PROBLEM TO WORK ON
Return only those lines of the records below in which "that" appears.
***** INFORMATION SUPPLIED *****
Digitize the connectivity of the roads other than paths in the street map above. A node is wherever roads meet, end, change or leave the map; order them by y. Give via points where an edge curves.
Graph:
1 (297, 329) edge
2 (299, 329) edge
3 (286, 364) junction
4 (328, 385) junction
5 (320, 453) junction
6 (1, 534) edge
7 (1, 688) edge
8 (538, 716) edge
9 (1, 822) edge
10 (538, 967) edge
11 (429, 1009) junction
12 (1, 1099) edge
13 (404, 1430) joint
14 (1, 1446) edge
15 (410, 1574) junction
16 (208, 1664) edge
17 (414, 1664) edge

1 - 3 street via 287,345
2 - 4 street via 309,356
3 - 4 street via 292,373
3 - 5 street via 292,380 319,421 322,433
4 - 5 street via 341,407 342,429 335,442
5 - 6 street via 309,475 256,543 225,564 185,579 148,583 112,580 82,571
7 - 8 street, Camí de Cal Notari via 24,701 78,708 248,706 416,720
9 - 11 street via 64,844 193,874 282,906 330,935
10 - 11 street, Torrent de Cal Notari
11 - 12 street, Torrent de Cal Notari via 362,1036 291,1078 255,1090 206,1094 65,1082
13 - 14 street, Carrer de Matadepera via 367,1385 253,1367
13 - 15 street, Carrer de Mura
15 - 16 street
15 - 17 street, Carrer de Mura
*****
***** INFORMATION SUPPLIED *****
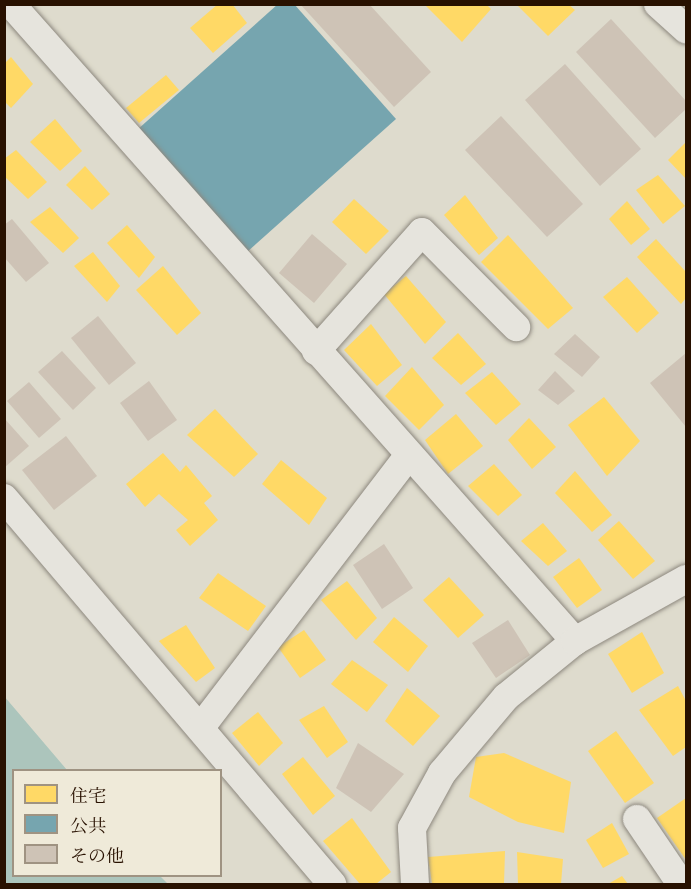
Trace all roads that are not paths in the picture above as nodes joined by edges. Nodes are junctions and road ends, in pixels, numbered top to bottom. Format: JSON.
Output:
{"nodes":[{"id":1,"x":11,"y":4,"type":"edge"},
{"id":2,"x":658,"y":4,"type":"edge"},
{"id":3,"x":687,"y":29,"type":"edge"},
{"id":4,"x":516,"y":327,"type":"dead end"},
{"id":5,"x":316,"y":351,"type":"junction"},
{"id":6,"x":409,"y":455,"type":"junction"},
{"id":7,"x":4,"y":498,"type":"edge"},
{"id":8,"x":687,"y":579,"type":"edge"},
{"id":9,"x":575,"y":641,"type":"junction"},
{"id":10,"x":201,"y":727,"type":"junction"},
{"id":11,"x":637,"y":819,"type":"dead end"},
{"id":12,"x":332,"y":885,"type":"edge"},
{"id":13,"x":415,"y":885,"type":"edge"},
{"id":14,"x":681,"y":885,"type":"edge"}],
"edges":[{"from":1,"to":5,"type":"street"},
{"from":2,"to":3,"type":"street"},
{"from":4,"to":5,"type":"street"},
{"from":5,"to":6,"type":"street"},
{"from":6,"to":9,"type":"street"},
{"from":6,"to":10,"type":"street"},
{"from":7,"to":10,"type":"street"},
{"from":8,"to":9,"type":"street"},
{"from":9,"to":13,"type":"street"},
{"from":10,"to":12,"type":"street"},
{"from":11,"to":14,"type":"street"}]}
*****
***** INFORMATION SUPPLIED *****
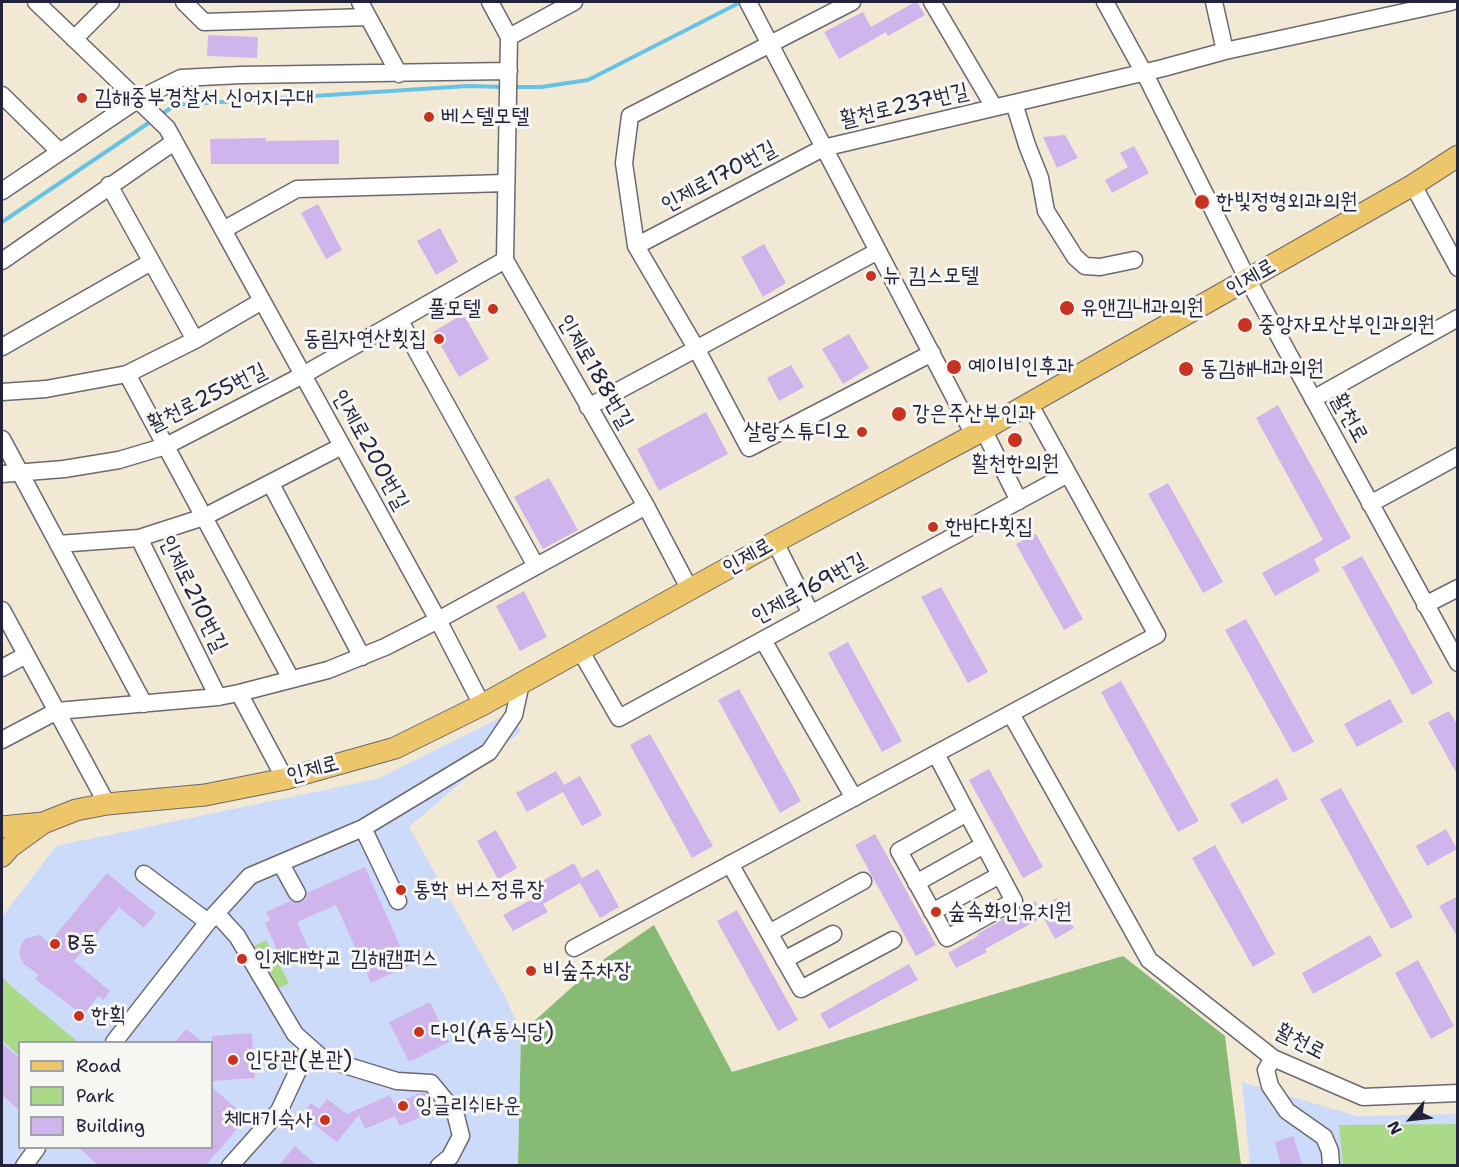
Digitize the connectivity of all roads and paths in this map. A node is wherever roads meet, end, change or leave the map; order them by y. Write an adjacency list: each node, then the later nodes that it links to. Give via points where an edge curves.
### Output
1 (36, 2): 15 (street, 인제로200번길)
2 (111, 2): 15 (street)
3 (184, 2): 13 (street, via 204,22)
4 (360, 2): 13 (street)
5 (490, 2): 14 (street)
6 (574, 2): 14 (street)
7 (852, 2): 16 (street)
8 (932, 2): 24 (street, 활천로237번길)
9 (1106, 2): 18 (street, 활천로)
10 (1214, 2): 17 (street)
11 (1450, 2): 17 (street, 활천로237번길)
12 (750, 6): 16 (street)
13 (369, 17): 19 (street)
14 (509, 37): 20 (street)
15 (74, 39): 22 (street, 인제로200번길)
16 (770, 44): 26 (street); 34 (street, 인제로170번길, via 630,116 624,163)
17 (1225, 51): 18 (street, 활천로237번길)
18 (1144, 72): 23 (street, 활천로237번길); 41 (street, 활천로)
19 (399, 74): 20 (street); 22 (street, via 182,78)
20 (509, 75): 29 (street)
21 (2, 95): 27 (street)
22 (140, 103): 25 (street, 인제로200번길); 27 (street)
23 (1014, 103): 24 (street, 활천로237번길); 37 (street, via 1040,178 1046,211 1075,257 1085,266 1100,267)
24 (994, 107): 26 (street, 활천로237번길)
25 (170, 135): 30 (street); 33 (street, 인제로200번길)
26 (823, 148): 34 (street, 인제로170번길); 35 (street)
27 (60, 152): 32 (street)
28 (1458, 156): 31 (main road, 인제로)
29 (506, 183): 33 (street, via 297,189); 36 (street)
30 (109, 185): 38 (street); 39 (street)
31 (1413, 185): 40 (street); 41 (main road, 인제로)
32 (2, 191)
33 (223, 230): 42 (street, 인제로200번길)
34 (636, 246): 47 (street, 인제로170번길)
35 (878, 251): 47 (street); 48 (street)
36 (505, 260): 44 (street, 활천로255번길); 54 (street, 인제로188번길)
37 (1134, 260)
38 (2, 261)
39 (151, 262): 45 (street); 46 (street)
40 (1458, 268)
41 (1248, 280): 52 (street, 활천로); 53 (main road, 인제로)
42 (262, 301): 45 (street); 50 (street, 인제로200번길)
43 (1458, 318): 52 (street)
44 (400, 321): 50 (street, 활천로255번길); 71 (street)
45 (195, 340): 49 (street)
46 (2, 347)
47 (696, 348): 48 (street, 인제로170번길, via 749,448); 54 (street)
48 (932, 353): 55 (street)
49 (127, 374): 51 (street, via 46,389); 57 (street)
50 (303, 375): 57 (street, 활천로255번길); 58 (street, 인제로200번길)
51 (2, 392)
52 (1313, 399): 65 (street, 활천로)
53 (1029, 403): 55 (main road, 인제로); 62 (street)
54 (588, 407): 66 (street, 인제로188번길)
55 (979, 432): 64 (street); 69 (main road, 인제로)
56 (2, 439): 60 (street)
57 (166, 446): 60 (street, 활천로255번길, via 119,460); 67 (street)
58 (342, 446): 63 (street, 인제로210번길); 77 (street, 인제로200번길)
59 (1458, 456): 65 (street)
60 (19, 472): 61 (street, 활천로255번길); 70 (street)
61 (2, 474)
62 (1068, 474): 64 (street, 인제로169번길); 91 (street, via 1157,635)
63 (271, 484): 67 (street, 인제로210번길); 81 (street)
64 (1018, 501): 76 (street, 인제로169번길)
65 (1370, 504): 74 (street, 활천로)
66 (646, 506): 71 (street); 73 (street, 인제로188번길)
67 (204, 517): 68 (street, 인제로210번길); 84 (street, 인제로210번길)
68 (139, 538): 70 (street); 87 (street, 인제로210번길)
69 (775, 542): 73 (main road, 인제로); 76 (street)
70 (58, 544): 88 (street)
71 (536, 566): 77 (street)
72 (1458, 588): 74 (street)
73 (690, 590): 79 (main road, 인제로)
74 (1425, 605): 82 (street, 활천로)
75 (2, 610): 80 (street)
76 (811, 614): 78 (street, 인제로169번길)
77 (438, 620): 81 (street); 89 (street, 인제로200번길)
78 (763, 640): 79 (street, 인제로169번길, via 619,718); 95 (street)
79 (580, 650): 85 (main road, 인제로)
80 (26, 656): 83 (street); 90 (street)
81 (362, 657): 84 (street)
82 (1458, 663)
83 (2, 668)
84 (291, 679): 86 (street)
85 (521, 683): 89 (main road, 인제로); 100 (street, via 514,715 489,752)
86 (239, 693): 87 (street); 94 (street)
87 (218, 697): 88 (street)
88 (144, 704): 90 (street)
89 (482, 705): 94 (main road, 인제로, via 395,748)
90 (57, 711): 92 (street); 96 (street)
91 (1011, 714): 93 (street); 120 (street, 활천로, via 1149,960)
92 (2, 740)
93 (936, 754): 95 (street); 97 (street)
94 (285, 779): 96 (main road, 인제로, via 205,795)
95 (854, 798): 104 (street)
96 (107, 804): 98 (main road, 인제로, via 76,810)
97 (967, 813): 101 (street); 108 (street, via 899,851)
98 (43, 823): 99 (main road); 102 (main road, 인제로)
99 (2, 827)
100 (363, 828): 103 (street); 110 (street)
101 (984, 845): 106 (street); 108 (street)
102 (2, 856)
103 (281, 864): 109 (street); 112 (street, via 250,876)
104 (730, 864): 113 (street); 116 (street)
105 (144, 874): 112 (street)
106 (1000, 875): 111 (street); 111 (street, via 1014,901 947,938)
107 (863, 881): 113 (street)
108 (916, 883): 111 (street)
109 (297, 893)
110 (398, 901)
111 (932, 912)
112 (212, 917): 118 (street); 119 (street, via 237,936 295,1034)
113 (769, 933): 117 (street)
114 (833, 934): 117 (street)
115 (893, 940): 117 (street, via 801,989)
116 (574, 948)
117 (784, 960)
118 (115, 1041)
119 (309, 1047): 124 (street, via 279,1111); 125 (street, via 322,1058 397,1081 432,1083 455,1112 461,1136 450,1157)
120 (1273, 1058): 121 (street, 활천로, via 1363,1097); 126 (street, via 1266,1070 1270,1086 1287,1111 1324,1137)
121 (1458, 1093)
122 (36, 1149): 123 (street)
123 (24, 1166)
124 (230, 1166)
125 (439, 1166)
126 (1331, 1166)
*****
EXERCISE RESPONSE
Trace all roads that are not paths in the picture above as nodes joined by edges. Nodes are junctions and road ends, in pixels, numbered top to bottom. Format: JSON.
Digitize the connectivity of all roads and paths in this map. A node is wherever roads meet, end, change or leave the map; order them by y. Write an adjacency list: each node, then the later nodes that it links to. Give via points where an edge curves.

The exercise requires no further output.